Focus
The main focus of the organic synthesis research group is the chemical synthesis and derivatisation of organic compounds with non-trivial carbon connectivities, such as those found in polycyclic Natural Products. The design and selection of target structures is guided by a specific interest in reactivity patterns and/or a specific interest in biological phenomena. This research often follows a substrate-driven approach which relies on the use of highly modular synthetic intermediates as versatile building blocks or chemical platforms for various applications.
- The chemical synthesis research mainly involves the development of novel strategies and methods to assemble complex polycyclic scaffolds found in Nature, focusing on multiple bond forming steps such as cycloadditions and cascade reactions. [1], [2]
- The chemical derivatisation research focuses on the development of application-oriented versatile covalent ligation reactions (such as click-type reactions) to generate multiple functional derivatives from simple substrates or synthetic intermediates. [3]
- A major recent theme, which encompasses both of the above general topics, consists of research directed at the design and synthesis of highly modular synthetic building blocks that allow a rapid exploration of Natural Product-like chemical space using simple and orthogonal functional group transformations. [4]

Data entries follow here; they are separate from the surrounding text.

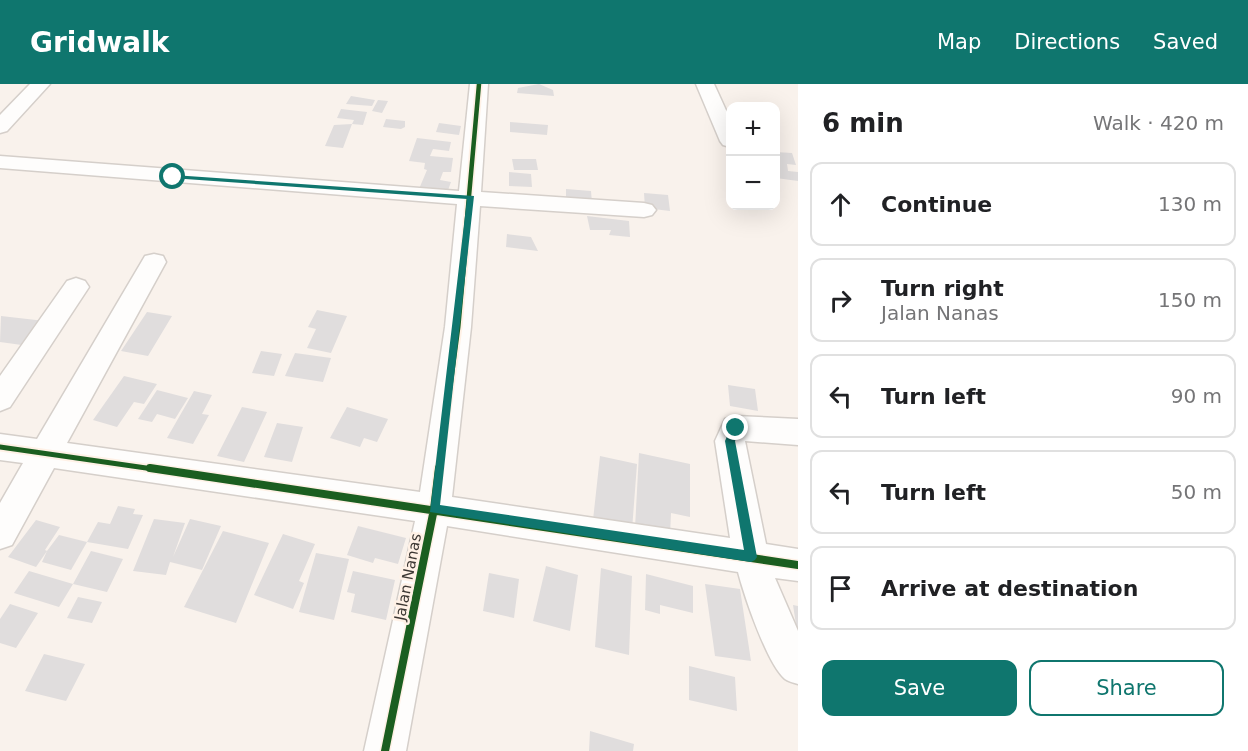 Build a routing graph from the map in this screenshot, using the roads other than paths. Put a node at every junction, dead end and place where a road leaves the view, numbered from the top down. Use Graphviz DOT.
graph roads {
  1 [pos="41,84"];
  2 [pos="479,84"];
  3 [pos="705,84"];
  4 [pos="0,127"];
  5 [pos="726,132"];
  6 [pos="0,162"];
  7 [pos="471,197"];
  8 [pos="645,210"];
  9 [pos="154,262"];
  10 [pos="76,287"];
  11 [pos="0,399"];
  12 [pos="798,432"];
  13 [pos="0,447"];
  14 [pos="45,453"];
  15 [pos="434,509"];
  16 [pos="0,534"];
  17 [pos="751,557"];
  18 [pos="798,565"];
  19 [pos="798,665"];
  20 [pos="385,751"];
  1 -- 4 [label="street"];
  2 -- 7 [label="street, Jalan Nanas"];
  3 -- 5 [label="street"];
  6 -- 7 [label="street"];
  7 -- 8 [label="street"];
  7 -- 15 [label="street, Jalan Nanas"];
  9 -- 14 [label="street"];
  10 -- 11 [label="street"];
  12 -- 17 [label="street"];
  13 -- 14 [label="street"];
  14 -- 15 [label="street"];
  14 -- 16 [label="street"];
  15 -- 17 [label="street"];
  15 -- 20 [label="street, Jalan Nanas"];
  17 -- 18 [label="street"];
  17 -- 19 [label="street"];
} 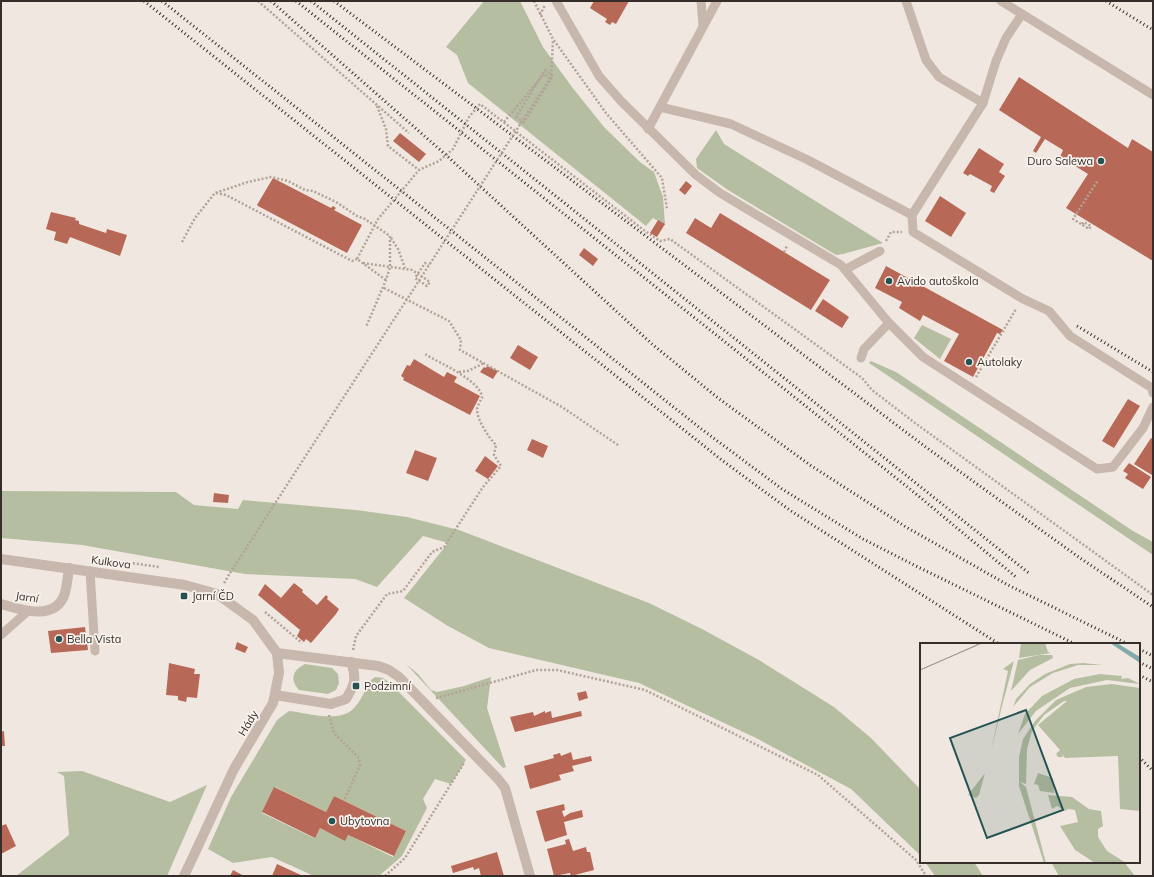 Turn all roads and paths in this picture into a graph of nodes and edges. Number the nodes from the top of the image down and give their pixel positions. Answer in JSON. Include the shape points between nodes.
{"nodes":[{"id":1,"x":258,"y":1,"type":"edge"},
{"id":2,"x":534,"y":1,"type":"edge"},
{"id":3,"x":547,"y":1,"type":"edge"},
{"id":4,"x":556,"y":1,"type":"edge"},
{"id":5,"x":701,"y":1,"type":"edge"},
{"id":6,"x":717,"y":1,"type":"edge"},
{"id":7,"x":906,"y":1,"type":"edge"},
{"id":8,"x":1001,"y":1,"type":"edge"},
{"id":9,"x":1022,"y":14,"type":"junction"},
{"id":10,"x":540,"y":15,"type":"junction"},
{"id":11,"x":703,"y":27,"type":"junction"},
{"id":12,"x":553,"y":39,"type":"junction"},
{"id":13,"x":551,"y":79,"type":"junction"},
{"id":14,"x":1153,"y":95,"type":"edge"},
{"id":15,"x":376,"y":104,"type":"junction"},
{"id":16,"x":983,"y":104,"type":"junction"},
{"id":17,"x":660,"y":107,"type":"junction"},
{"id":18,"x":504,"y":122,"type":"junction"},
{"id":19,"x":648,"y":129,"type":"junction"},
{"id":20,"x":409,"y":133,"type":"dead end"},
{"id":21,"x":419,"y":170,"type":"junction"},
{"id":22,"x":1098,"y":180,"type":"dead end"},
{"id":23,"x":215,"y":193,"type":"junction"},
{"id":24,"x":667,"y":209,"type":"dead end"},
{"id":25,"x":912,"y":216,"type":"junction"},
{"id":26,"x":1082,"y":224,"type":"dead end"},
{"id":27,"x":375,"y":225,"type":"junction"},
{"id":28,"x":390,"y":236,"type":"junction"},
{"id":29,"x":182,"y":242,"type":"dead end"},
{"id":30,"x":880,"y":251,"type":"dead end"},
{"id":31,"x":357,"y":259,"type":"junction"},
{"id":32,"x":363,"y":263,"type":"junction"},
{"id":33,"x":429,"y":265,"type":"junction"},
{"id":34,"x":390,"y":267,"type":"junction"},
{"id":35,"x":405,"y":268,"type":"junction"},
{"id":36,"x":846,"y":270,"type":"junction"},
{"id":37,"x":386,"y":280,"type":"junction"},
{"id":38,"x":384,"y":288,"type":"junction"},
{"id":39,"x":1013,"y":314,"type":"dead end"},
{"id":40,"x":889,"y":323,"type":"junction"},
{"id":41,"x":366,"y":327,"type":"dead end"},
{"id":42,"x":425,"y":354,"type":"dead end"},
{"id":43,"x":861,"y":358,"type":"dead end"},
{"id":44,"x":484,"y":363,"type":"junction"},
{"id":45,"x":458,"y":373,"type":"junction"},
{"id":46,"x":970,"y":387,"type":"junction"},
{"id":47,"x":1153,"y":392,"type":"edge"},
{"id":48,"x":1153,"y":407,"type":"edge"},
{"id":49,"x":618,"y":445,"type":"dead end"},
{"id":50,"x":1,"y":559,"type":"edge"},
{"id":51,"x":70,"y":568,"type":"junction"},
{"id":52,"x":90,"y":571,"type":"junction"},
{"id":53,"x":230,"y":586,"type":"dead end"},
{"id":54,"x":217,"y":594,"type":"joint"},
{"id":55,"x":1153,"y":595,"type":"edge"},
{"id":56,"x":1,"y":604,"type":"edge"},
{"id":57,"x":28,"y":611,"type":"junction"},
{"id":58,"x":264,"y":612,"type":"dead end"},
{"id":59,"x":1,"y":635,"type":"edge"},
{"id":60,"x":356,"y":636,"type":"dead end"},
{"id":61,"x":306,"y":646,"type":"dead end"},
{"id":62,"x":95,"y":651,"type":"dead end"},
{"id":63,"x":276,"y":653,"type":"junction"},
{"id":64,"x":360,"y":653,"type":"dead end"},
{"id":65,"x":352,"y":657,"type":"junction"},
{"id":66,"x":275,"y":695,"type":"junction"},
{"id":67,"x":438,"y":704,"type":"dead end"},
{"id":68,"x":322,"y":714,"type":"dead end"},
{"id":69,"x":335,"y":714,"type":"dead end"},
{"id":70,"x":329,"y":715,"type":"junction"},
{"id":71,"x":471,"y":752,"type":"junction"},
{"id":72,"x":344,"y":801,"type":"dead end"},
{"id":73,"x":184,"y":876,"type":"edge"},
{"id":74,"x":385,"y":876,"type":"edge"},
{"id":75,"x":530,"y":876,"type":"edge"},
{"id":76,"x":926,"y":876,"type":"edge"}],
"edges":[{"from":1,"to":15,"type":"path"},
{"from":2,"to":10,"type":"path"},
{"from":3,"to":10,"type":"path"},
{"from":4,"to":19,"type":"lane","via":[[599,76]]},
{"from":5,"to":11,"type":"lane"},
{"from":6,"to":11,"type":"lane"},
{"from":7,"to":16,"type":"lane","via":[[926,60],[939,77]]},
{"from":8,"to":9,"type":"lane"},
{"from":9,"to":14,"type":"lane"},
{"from":9,"to":16,"type":"lane","via":[[1006,38],[996,61]]},
{"from":10,"to":12,"type":"path"},
{"from":11,"to":17,"type":"lane"},
{"from":12,"to":13,"type":"path"},
{"from":12,"to":24,"type":"path","via":[[606,113],[662,178]]},
{"from":13,"to":18,"type":"path","via":[[544,74]]},
{"from":13,"to":33,"type":"path","bridge":true,"via":[[524,122],[516,117],[545,70],[552,75]]},
{"from":15,"to":20,"type":"path"},
{"from":15,"to":21,"type":"path","via":[[386,130],[388,146]]},
{"from":16,"to":25,"type":"lane"},
{"from":17,"to":19,"type":"lane"},
{"from":17,"to":25,"type":"lane","via":[[731,124],[808,160]]},
{"from":18,"to":21,"type":"path","via":[[480,104],[469,118],[453,149],[439,161]]},
{"from":18,"to":55,"type":"path","via":[[660,241],[670,239],[857,374],[872,390],[921,428]]},
{"from":19,"to":36,"type":"lane","via":[[696,175],[720,193]]},
{"from":21,"to":27,"type":"path"},
{"from":22,"to":26,"type":"path","via":[[1073,219]]},
{"from":23,"to":27,"type":"path","via":[[248,182],[271,177],[280,178],[336,202]]},
{"from":23,"to":29,"type":"path","via":[[195,218]]},
{"from":23,"to":31,"type":"path","via":[[226,195],[352,261]]},
{"from":25,"to":47,"type":"lane","via":[[913,232],[1023,299],[1049,311],[1070,336],[1152,388]]},
{"from":27,"to":28,"type":"path"},
{"from":27,"to":31,"type":"path"},
{"from":28,"to":34,"type":"path"},
{"from":28,"to":35,"type":"path"},
{"from":30,"to":36,"type":"lane"},
{"from":31,"to":32,"type":"path"},
{"from":32,"to":34,"type":"path"},
{"from":32,"to":37,"type":"path"},
{"from":33,"to":35,"type":"path","bridge":true,"via":[[425,263],[418,273],[415,278],[427,286],[430,282],[425,279],[421,276],[416,272]]},
{"from":33,"to":53,"type":"path","bridge":true,"via":[[230,573],[225,582]]},
{"from":34,"to":35,"type":"path"},
{"from":34,"to":37,"type":"path"},
{"from":36,"to":40,"type":"lane"},
{"from":37,"to":38,"type":"path"},
{"from":38,"to":41,"type":"path"},
{"from":38,"to":44,"type":"path","via":[[449,321],[461,340],[460,350]]},
{"from":39,"to":46,"type":"path"},
{"from":40,"to":43,"type":"lane","via":[[864,349]]},
{"from":40,"to":46,"type":"lane","via":[[923,357]]},
{"from":42,"to":45,"type":"path"},
{"from":44,"to":45,"type":"path"},
{"from":44,"to":49,"type":"path","via":[[562,407]]},
{"from":45,"to":60,"type":"path","via":[[477,386],[482,393],[477,412],[488,436],[496,445],[494,455],[500,466],[481,490],[444,548],[432,552],[403,591],[387,594]]},
{"from":46,"to":48,"type":"lane","via":[[1097,469],[1114,467],[1143,428]]},
{"from":50,"to":51,"type":"street","name":"Kulkova"},
{"from":51,"to":52,"type":"street","name":"Kulkova"},
{"from":51,"to":57,"type":"street","name":"Jarní","via":[[65,594],[57,606],[43,611]]},
{"from":52,"to":54,"type":"street","name":"Kulkova","via":[[185,585]]},
{"from":52,"to":62,"type":"lane"},
{"from":54,"to":63,"type":"street","name":"Hády","via":[[253,620]]},
{"from":56,"to":57,"type":"street","name":"Jarní"},
{"from":57,"to":59,"type":"lane"},
{"from":58,"to":61,"type":"path"},
{"from":63,"to":65,"type":"street"},
{"from":63,"to":66,"type":"street","name":"Hády","via":[[279,673]]},
{"from":64,"to":65,"type":"path"},
{"from":65,"to":66,"type":"street","via":[[354,685],[346,699],[331,704]]},
{"from":65,"to":71,"type":"street","via":[[389,670],[400,677]]},
{"from":66,"to":73,"type":"street","name":"Hády","via":[[273,703],[234,769]]},
{"from":67,"to":76,"type":"path","via":[[433,699],[536,670],[557,670],[645,690],[818,775],[916,860]]},
{"from":68,"to":70,"type":"path"},
{"from":69,"to":70,"type":"path"},
{"from":70,"to":72,"type":"path","via":[[334,733],[358,756],[360,766]]},
{"from":71,"to":74,"type":"path","via":[[405,858]]},
{"from":71,"to":75,"type":"street","via":[[505,788]]}]}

- The concepts of versatile ligation/functionalisation reactions and modular building blocks in organic synthesis are also explored and applied in various collaborative research projects ranging from macromolecular and materials science to chemical biology. [5], [6]
Latest publications
The latest independent publications are given below, for all independent publications and collaborations, see publications
Site selective Gold(I)-Catalysed Benzylic C-H Amination via an Intermolecular Hydride Transfer to Triazolinediones
Triazolinediones are known as highly reactive dienophiles that can also act as electrophilic amination reagents towards enolisable C-H bonds (ionic pathway) or weak C-H bonds (free radical pathway). Here, we report that this C-H amination reactivity can be significantly extended and enhanced via gold(I)-catalysis. Under mild conditions, several alkyl-substituted aryls successfully undergo benzylic C-H aminations at room temperature. The remarkable site selectivity that is observed points towards strong electronic activation and deactivation effects, that go beyond a simple weakening of the C-H bond. The observed catalytic C-H aminations do not follow the expected trends for a free radical-type C-H amination and show complementarity to existing methods. Density functional theory (DFT) calculations and distinct experimental trends provide a clear mechanistic rationale for observed selectivity patterns, postulating a novel pathway for tria-zolinedione-induced aminations via a carbon-to-nitrogen hydride transfer.
Synthesis of Cyclopropyl Pinacol Boronic Esters from Dibromocyclopropanes
The synthesis of cyclopropyl pinacol boronic esters from dibromocyclopropanes via Matteson-Pasto rearrangement is reported. The method is readily scalable and shows limited levels of stereoinduction, with a selectivity that is in part complementary to that observed in existing stereoselective borylcyclopropanation strategies. The method can be used to rapidly access borylcyclopropanes as interesting building blocks for diversely functionalized cyclopropanes.
Dearomative (3 + 2) Cycloadditions of Unprotected Indoles
The (3 + 2) cycloaddition of various indoles with a dithioallyl cation affords dearomatized cyclopentannulated adducts, with complete control of regioselectivity and excellent chemo- and diastereoselectivity. The success of the reaction critically relies on the use of an excess of very strong Brønsted acid, which paradoxically prevents carbocationic side reactions. The reaction tolerates sensitive functionalities such as basic amines or free hydroxyls, and we demonstrate its use in late stage derivatization of highly functionalized, unprotected indoles.
Stereodivergent Synthesis of Biologically Active Spironucleoside Scaffolds via Catalytic Cyclopropanation of 4-exo-Methylene Furanosides
Cyclopropane fusion of the only rotatable carbon-carbon bond in furanosyl nucleosides (i.e., exocyclic 4'-5') is a powerful design strategy to arrive at conformationally constrained analogues. Herein, we report a direct stereodivergent route toward the synthesis of the four possible configurations of 4-spirocyclopropane furanoses, which have been transformed into the corresponding 4'-spirocyclic adenosine analogues. The latter showed differential inhibition of the protein methyltransferase PRMT5-MEP50 complex, with one analogue inhibiting more effectively than adenosine itself, demonstrating the utility of rationally probing 4'-5' side chain orientations.